A obra Les Portugais en Extrême Orient: Fernão Mendes Pinto, un précurseur de I’exotisme au XVIème siecle, de Georges Le Gentil, que constituiu marco importante no estudo da Peregrinação e que data já de 1947, revela-se-nos bastante significativa, em termos de proporcionalidade, de como tem sido investigado Fernão Mendes Pinto e a sua obra: na verdade, o professor francês dedica grande parte da sua obra ao “valor documental” da Peregrinação, enquanto ao “valor literário” apenas consagra um terço do volume. Não o registamos como crítica negativa, mas tão-somente como modo de chamar a atenção para o que, na realidade, durante muitos anos, foi feito em relação ao autor e à obra que agora nos ocupam. O estudo do significado documental da obra de Mendes Pinto é indubitavelmente tarefa importante.

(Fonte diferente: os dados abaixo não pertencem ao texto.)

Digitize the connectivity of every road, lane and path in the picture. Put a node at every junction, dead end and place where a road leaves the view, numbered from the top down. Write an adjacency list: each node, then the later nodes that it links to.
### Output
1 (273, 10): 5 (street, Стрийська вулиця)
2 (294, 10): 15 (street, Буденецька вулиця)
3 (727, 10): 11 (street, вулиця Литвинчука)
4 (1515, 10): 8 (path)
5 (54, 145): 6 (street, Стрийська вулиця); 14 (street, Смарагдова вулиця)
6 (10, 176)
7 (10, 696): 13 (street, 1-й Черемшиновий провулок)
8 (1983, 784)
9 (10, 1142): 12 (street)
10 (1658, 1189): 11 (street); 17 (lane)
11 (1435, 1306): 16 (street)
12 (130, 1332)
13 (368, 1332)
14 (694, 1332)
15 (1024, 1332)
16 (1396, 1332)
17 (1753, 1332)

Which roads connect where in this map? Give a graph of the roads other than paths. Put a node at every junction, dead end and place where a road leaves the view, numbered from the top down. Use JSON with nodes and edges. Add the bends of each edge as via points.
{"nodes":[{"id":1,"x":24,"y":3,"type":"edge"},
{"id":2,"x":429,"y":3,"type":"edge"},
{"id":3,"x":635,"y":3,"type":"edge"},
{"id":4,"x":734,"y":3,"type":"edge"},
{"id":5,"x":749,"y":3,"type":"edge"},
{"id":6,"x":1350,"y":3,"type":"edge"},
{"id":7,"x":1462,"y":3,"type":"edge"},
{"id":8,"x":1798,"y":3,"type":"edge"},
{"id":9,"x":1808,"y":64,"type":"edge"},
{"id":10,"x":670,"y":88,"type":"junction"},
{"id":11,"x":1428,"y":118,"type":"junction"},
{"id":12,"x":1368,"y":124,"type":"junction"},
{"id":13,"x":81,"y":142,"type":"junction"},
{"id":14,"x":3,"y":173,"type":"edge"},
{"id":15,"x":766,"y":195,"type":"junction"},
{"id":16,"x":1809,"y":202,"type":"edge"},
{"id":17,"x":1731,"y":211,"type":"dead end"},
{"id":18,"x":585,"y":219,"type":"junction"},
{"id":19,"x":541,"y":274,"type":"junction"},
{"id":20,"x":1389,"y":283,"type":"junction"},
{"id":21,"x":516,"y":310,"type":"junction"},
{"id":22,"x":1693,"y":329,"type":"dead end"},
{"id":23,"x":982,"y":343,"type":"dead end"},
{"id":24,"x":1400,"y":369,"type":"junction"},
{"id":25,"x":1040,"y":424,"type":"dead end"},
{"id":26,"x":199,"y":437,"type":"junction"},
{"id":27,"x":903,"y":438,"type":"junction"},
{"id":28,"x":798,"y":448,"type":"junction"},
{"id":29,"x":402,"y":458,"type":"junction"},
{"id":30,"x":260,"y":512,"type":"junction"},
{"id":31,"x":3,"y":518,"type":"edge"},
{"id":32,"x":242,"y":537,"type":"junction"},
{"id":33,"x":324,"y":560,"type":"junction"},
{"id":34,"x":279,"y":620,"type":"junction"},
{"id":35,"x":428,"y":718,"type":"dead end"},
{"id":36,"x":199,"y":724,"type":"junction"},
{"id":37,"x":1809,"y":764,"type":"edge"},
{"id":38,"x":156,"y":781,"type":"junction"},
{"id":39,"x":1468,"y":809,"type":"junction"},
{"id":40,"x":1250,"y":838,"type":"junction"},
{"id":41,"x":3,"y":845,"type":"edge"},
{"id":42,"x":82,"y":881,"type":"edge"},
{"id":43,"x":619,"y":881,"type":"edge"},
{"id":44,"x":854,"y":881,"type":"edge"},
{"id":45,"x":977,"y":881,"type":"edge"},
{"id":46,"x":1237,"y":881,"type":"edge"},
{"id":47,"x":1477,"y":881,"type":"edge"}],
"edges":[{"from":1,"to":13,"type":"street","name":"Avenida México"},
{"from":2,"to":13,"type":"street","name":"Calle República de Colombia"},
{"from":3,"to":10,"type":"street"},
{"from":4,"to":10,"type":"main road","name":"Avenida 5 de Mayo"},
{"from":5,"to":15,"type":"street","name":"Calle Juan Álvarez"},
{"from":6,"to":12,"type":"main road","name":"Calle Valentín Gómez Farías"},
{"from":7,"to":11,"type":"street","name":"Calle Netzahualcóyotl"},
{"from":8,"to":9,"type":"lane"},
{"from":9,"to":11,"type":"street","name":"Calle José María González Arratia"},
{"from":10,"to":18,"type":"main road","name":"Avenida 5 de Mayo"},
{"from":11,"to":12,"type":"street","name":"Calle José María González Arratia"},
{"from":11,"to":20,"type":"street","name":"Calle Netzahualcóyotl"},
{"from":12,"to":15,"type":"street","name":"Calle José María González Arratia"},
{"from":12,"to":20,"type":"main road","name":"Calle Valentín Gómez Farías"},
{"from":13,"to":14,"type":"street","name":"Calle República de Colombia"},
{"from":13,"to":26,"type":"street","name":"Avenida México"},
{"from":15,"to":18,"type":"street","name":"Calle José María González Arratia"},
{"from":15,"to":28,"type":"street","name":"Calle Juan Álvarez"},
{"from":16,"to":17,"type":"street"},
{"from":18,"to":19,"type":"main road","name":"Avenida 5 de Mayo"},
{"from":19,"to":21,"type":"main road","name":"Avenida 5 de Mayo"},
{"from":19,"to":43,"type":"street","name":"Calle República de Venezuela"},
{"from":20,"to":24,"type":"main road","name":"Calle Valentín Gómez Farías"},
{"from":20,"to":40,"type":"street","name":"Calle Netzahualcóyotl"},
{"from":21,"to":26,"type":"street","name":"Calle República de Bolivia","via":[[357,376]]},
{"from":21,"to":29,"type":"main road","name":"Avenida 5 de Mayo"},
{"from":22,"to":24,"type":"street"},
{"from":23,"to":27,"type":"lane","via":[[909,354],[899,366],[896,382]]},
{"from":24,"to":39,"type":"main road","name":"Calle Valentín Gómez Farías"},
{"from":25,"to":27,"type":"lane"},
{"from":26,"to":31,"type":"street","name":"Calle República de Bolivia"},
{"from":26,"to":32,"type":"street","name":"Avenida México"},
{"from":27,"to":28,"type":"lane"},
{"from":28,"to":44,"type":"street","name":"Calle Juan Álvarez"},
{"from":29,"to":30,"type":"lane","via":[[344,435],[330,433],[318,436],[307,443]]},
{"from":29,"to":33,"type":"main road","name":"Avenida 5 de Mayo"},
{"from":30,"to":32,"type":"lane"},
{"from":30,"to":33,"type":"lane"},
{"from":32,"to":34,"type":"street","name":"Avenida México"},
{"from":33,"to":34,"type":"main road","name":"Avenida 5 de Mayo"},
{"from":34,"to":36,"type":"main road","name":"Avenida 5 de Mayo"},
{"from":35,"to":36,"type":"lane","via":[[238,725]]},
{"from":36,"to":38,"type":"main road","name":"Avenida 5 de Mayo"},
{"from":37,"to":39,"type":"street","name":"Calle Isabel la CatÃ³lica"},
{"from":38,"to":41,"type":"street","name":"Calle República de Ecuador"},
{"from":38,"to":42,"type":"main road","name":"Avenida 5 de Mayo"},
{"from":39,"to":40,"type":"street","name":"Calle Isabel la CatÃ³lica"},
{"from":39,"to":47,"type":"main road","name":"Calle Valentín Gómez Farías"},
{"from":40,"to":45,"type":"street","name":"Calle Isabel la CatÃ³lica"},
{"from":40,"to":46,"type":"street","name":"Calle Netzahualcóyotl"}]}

Em boa verdade, quase ficamos confusos, quando temos de reconhecer que a sua prioridade deve constituir primeira fase da elucidação do texto desta obra ou, se quisermos, tarefa imprescindível para uma mais completa análise do texto, enquanto mensagem narrativa e autobiografia literárias.
Fernão Mendes Pinto dir-nos-ia que escreveu o que, sendo homem, português e cristão, fez, viveu, viu e ouviu. Estamos convencidos de que sobretudo registou o que viveu e viu: “E digo isto porque assim o posso afirmar com verdade, pois ambos estes sucessos vi com meus olhos, e em ambos me achei presente com assaz de perigo meu” (cap. CC). Podíamos acrescentar que essa primeira intenção se conjugou com outra: a de transmitir o que ele soube ou que outros lhe transmitiram, e mesmo o que ele julgou (ou imaginou) viver, ver e ouvir.
Contudo, não é lícito que a obra continue a ser desvalorizada por se julgar que não constitui um registo decididamente historiográfico. Não foi esse o objectivo do seu autor. Pelo contrário, urge que ela seja reconhecida como o que quis logo ser: uma narrativa não obrigatoriamente histórica, com proximidade muito grande à autobiografia ou, como queria Fidelino de Figueiredo, uma “autolatria”. Actualmente até sabemos que o realismo, a objectividade, a fidelidade totais são características muito relativas em géneros como a autobiografia, o diário, as memórias (Lejeune, Rocha): aquele que se conta nunca é aquele ou aquilo que realmente é, só o é em parte, e talvez apenas seja aquele ou aquilo que julga ou imagina ser.